If you read my last post and thought, “Okay… that helped. But now what?” — this is for you.


Because after you allow yourself to pause, the next question almost always shows up:


How do I actually begin… without overwhelming myself again?


And the answer is simpler than the internet makes it seem.



The pressure to “do it right” is what stops most people


When we think about starting something new — especially online — we tend to jump straight to the big picture.


We think about:

  • websites

  • email lists

  • social media

  • offers

  • platforms

  • tools


All at once.


And suddenly, starting feels impossible.


Not because you can’t do it — but because you’re trying to do too much at the beginning.



Here’s the part that doesn’t get said enough


You don’t need momentum yet.


You need grounding.


Before growth comes:

  • clarity

  • confidence

  • familiarity


And those don’t come from launching anything.

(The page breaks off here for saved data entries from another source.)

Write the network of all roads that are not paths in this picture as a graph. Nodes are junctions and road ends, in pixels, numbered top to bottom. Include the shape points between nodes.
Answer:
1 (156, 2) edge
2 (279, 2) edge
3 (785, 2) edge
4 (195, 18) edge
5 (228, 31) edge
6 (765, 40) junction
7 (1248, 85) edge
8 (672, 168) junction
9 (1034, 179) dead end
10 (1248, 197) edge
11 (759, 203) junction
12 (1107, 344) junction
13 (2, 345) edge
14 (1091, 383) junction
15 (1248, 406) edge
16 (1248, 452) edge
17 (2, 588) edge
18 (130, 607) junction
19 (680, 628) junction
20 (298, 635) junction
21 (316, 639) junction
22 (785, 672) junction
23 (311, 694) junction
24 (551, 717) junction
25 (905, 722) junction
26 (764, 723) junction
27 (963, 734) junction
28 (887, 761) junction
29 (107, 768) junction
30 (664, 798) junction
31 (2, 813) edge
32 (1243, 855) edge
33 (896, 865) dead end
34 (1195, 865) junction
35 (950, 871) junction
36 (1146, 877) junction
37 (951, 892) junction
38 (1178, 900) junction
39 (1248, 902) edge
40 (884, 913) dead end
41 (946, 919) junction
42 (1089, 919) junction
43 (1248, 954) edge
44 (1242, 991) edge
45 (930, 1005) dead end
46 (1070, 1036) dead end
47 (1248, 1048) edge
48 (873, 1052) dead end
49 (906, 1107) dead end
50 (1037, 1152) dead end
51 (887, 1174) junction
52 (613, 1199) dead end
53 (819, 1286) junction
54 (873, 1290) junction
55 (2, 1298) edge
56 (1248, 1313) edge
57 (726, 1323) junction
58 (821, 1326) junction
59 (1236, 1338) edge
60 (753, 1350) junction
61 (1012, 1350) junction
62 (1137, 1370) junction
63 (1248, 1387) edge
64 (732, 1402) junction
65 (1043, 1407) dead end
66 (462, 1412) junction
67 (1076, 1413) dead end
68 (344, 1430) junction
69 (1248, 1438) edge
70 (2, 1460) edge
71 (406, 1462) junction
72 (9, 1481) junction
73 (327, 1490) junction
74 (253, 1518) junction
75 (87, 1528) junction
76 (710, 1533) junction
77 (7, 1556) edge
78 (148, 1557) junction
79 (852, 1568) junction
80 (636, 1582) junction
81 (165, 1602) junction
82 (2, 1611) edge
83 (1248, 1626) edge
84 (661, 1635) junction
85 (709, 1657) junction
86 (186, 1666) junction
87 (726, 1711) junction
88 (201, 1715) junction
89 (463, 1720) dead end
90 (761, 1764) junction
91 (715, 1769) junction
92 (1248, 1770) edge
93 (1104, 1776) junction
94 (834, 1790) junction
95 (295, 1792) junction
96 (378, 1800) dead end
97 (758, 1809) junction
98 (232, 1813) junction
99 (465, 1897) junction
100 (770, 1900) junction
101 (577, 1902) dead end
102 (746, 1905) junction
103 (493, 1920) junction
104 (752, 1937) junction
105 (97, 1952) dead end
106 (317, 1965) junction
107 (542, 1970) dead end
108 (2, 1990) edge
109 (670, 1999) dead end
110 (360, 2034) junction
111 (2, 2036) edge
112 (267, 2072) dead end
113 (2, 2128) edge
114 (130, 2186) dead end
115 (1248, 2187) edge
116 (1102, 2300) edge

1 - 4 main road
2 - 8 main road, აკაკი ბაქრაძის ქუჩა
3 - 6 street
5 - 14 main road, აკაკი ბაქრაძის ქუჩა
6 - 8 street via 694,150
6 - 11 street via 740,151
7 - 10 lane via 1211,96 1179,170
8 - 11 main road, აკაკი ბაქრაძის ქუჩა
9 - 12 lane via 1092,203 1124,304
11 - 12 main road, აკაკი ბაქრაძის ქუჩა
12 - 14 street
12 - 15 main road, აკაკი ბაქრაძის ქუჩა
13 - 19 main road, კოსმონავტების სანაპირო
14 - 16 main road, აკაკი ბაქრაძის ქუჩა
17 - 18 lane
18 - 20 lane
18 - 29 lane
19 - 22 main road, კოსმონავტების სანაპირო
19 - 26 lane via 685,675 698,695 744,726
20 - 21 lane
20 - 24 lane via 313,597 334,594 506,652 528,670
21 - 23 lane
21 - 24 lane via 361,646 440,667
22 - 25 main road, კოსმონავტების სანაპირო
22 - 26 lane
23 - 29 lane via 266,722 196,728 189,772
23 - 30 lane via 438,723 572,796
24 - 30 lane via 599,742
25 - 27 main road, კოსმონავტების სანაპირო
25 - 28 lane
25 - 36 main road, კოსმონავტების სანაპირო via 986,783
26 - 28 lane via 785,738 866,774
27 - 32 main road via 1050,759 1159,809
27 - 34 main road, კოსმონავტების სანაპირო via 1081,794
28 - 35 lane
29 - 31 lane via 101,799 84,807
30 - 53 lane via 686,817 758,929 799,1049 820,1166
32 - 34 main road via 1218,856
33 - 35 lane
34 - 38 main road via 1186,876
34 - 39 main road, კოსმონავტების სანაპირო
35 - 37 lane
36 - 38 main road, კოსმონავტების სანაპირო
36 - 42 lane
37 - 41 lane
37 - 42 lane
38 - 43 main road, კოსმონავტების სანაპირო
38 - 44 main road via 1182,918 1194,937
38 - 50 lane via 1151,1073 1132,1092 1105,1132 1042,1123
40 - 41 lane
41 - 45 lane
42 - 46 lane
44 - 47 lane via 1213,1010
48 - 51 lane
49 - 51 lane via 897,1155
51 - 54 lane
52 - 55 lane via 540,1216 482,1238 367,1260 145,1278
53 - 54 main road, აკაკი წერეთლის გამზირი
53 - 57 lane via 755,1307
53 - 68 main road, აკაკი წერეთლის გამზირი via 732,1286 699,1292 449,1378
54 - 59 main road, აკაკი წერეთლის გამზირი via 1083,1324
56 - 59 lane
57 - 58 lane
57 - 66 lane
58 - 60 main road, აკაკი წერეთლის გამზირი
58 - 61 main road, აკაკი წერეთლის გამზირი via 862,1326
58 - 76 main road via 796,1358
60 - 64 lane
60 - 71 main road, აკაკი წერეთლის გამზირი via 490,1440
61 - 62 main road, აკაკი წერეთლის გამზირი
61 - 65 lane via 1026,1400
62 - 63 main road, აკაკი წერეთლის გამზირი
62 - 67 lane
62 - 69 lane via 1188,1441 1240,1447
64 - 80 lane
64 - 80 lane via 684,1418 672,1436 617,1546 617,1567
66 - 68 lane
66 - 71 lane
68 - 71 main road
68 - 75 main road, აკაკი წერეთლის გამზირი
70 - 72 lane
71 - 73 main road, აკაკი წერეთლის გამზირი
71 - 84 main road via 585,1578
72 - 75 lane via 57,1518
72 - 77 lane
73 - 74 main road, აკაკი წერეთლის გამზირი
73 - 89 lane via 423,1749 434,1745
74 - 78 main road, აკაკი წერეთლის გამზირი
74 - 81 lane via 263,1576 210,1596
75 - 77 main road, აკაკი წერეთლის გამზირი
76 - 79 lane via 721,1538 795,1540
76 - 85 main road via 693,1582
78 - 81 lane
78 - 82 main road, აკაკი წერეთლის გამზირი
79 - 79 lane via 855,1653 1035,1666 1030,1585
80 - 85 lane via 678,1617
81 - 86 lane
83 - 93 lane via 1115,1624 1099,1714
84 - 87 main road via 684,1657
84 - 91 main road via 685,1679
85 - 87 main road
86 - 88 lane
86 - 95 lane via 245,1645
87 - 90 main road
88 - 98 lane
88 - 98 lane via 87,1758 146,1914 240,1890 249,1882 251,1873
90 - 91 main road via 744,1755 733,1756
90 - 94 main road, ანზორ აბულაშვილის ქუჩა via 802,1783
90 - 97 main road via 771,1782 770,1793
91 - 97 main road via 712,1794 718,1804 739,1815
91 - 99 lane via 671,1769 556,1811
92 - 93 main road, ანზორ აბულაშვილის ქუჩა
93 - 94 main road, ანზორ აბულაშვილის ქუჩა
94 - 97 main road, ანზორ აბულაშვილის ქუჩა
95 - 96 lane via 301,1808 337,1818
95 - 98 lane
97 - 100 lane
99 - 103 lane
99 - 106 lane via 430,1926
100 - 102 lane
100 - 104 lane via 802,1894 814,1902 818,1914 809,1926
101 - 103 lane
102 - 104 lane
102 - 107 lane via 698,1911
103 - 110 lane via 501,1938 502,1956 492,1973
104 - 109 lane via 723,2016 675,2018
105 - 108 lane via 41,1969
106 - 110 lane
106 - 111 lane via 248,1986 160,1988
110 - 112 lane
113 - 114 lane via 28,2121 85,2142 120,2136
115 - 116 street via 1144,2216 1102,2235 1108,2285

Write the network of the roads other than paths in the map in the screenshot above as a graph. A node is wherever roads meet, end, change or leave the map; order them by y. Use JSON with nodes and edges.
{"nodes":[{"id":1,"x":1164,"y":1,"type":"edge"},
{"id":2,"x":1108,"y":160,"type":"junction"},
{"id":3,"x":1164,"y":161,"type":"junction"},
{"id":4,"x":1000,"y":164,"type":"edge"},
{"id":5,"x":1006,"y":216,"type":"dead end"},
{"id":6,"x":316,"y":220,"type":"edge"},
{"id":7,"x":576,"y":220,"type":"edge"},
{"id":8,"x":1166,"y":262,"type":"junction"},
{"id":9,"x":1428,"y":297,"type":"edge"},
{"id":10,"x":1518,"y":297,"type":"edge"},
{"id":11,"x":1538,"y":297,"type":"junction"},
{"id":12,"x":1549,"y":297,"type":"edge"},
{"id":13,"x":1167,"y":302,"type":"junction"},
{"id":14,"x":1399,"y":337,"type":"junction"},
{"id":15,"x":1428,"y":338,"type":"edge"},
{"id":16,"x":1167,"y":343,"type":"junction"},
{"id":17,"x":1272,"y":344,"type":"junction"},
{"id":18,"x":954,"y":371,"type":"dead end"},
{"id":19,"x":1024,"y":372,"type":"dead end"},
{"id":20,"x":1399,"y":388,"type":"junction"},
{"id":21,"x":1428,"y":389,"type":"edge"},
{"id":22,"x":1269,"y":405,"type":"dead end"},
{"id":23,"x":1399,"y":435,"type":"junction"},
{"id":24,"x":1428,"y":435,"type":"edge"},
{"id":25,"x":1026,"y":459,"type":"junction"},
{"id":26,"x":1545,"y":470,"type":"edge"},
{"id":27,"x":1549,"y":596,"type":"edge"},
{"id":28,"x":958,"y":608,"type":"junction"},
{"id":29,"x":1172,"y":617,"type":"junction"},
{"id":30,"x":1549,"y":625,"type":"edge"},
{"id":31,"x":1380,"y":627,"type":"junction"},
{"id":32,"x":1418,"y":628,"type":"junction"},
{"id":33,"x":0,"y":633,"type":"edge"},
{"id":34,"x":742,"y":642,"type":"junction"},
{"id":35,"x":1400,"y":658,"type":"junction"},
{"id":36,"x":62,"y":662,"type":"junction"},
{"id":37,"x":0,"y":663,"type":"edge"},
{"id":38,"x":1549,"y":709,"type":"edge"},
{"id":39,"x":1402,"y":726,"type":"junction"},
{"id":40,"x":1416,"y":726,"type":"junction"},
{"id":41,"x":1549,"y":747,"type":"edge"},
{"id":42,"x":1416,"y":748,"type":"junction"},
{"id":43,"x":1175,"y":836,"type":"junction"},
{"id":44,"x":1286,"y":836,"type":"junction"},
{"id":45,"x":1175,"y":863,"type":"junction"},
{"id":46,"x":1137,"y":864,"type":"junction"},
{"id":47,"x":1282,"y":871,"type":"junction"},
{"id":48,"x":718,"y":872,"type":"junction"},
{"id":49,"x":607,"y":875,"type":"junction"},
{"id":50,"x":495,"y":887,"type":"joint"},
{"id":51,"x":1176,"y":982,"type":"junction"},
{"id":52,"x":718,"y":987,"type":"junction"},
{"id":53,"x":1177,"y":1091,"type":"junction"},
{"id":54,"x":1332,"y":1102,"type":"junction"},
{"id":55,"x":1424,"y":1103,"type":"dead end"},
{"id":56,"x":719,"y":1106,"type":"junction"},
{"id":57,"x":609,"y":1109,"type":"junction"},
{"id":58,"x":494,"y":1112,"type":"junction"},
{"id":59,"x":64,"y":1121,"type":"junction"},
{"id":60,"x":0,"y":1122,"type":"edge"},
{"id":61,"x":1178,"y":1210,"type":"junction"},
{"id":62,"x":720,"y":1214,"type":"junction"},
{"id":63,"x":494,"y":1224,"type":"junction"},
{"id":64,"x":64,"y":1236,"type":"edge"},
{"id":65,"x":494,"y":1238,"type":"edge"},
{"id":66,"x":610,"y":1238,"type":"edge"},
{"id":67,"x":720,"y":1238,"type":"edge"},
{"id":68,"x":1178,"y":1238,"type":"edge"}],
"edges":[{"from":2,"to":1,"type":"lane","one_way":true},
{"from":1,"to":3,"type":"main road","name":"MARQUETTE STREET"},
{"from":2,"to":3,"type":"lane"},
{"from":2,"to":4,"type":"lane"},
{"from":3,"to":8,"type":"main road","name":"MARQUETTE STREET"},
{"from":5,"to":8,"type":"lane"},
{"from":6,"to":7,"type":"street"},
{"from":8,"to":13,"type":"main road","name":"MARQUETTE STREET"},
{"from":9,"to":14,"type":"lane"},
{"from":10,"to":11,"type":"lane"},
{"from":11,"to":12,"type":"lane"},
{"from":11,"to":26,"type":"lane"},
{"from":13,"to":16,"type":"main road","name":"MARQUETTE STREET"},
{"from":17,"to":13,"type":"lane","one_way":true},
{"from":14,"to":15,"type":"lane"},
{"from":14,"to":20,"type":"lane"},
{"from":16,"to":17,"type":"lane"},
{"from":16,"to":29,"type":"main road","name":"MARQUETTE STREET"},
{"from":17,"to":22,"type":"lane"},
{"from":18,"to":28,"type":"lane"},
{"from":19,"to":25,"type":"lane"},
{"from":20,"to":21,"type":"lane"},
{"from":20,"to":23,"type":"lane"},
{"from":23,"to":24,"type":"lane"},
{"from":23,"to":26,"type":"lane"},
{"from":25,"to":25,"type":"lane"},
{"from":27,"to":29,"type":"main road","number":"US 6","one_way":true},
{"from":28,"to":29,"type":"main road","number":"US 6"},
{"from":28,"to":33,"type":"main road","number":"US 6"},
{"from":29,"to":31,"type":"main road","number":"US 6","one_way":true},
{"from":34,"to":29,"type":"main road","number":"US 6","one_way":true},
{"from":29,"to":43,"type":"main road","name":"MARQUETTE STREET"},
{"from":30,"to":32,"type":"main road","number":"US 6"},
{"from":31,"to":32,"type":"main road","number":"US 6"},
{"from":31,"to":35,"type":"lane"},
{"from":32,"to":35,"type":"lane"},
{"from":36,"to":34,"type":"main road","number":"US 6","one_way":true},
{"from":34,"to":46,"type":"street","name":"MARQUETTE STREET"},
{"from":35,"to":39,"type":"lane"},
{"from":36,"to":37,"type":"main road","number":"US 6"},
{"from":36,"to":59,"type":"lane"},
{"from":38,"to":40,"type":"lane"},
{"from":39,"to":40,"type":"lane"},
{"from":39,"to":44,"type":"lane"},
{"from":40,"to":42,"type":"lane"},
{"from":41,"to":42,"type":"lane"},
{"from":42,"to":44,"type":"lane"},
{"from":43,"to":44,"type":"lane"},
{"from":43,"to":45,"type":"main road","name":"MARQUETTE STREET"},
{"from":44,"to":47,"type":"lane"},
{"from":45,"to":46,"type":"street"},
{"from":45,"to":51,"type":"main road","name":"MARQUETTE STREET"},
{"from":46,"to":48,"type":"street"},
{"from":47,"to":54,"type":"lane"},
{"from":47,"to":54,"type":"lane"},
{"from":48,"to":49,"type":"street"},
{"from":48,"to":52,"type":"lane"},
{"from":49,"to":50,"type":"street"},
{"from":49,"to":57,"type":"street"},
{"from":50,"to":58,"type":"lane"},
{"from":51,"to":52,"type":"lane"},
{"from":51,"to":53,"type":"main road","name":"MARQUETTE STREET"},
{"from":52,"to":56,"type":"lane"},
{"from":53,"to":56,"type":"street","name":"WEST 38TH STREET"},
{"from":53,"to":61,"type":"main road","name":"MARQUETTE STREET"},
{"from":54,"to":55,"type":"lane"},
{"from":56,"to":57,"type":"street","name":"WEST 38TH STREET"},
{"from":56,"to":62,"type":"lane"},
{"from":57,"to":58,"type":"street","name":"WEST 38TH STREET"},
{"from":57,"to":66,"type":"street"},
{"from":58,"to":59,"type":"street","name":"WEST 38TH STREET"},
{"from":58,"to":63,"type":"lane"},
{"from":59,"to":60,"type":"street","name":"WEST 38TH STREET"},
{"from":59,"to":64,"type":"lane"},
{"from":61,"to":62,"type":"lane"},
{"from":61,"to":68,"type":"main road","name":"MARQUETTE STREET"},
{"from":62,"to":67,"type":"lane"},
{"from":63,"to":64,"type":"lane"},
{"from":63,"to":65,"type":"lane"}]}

They come from starting small.


Starting small doesn’t mean you’re not serious


This is important.


Starting small is not a lack of commitment.

It’s not procrastination.

It’s not playing it safe.


It’s how sustainable things begin.


Especially when you’re starting later in life — with experience, responsibilities, and a deeper sense of what matters to you.


You’re not here to hustle. You’re here to build something that actually fits.



What “starting small” can look like (without pressure)


Starting small might mean:

  • writing down your thoughts instead of publishing them

  • paying attention to what you enjoy explaining to people

  • noticing what questions you get asked again and again

  • saving ideas instead of acting on them immediately


None of that requires an audience.

None of that requires tech skills.

None of that requires certainty.


It just requires attention.



You don’t need a plan — you need a direction

Plans are rigid.

Directions are flexible.


Right now, your job isn’t to map the whole journey.


It’s to notice which way feels interesting enough to explore for a little while.


You’re allowed to walk in one direction… and change course later.


That’s not failure.

That’s learning.



The most overlooked first step


Here’s a gentle truth I’ve seen over and over again:


Most people don’t fail because they picked the wrong thing.


They stop because they tried to build something before they trusted themselves.


Starting small builds that trust.


Each tiny step says:

“I can figure this out.”

And that belief matters more than any strategy.



If you’re wondering what comes next


If you’re in that space where you want to move forward — but only in a way that feels calm and manageable — you’re exactly where you should be.


There’s no rush.

No checklist you need to complete.

No timeline you’re behind on.


Just one small step at a time.


I’ll continue sharing gentle guidance here — for women who are starting something new, thoughtfully, later in life.


You don’t need to leap.

You just need to begin.


And beginning small still counts.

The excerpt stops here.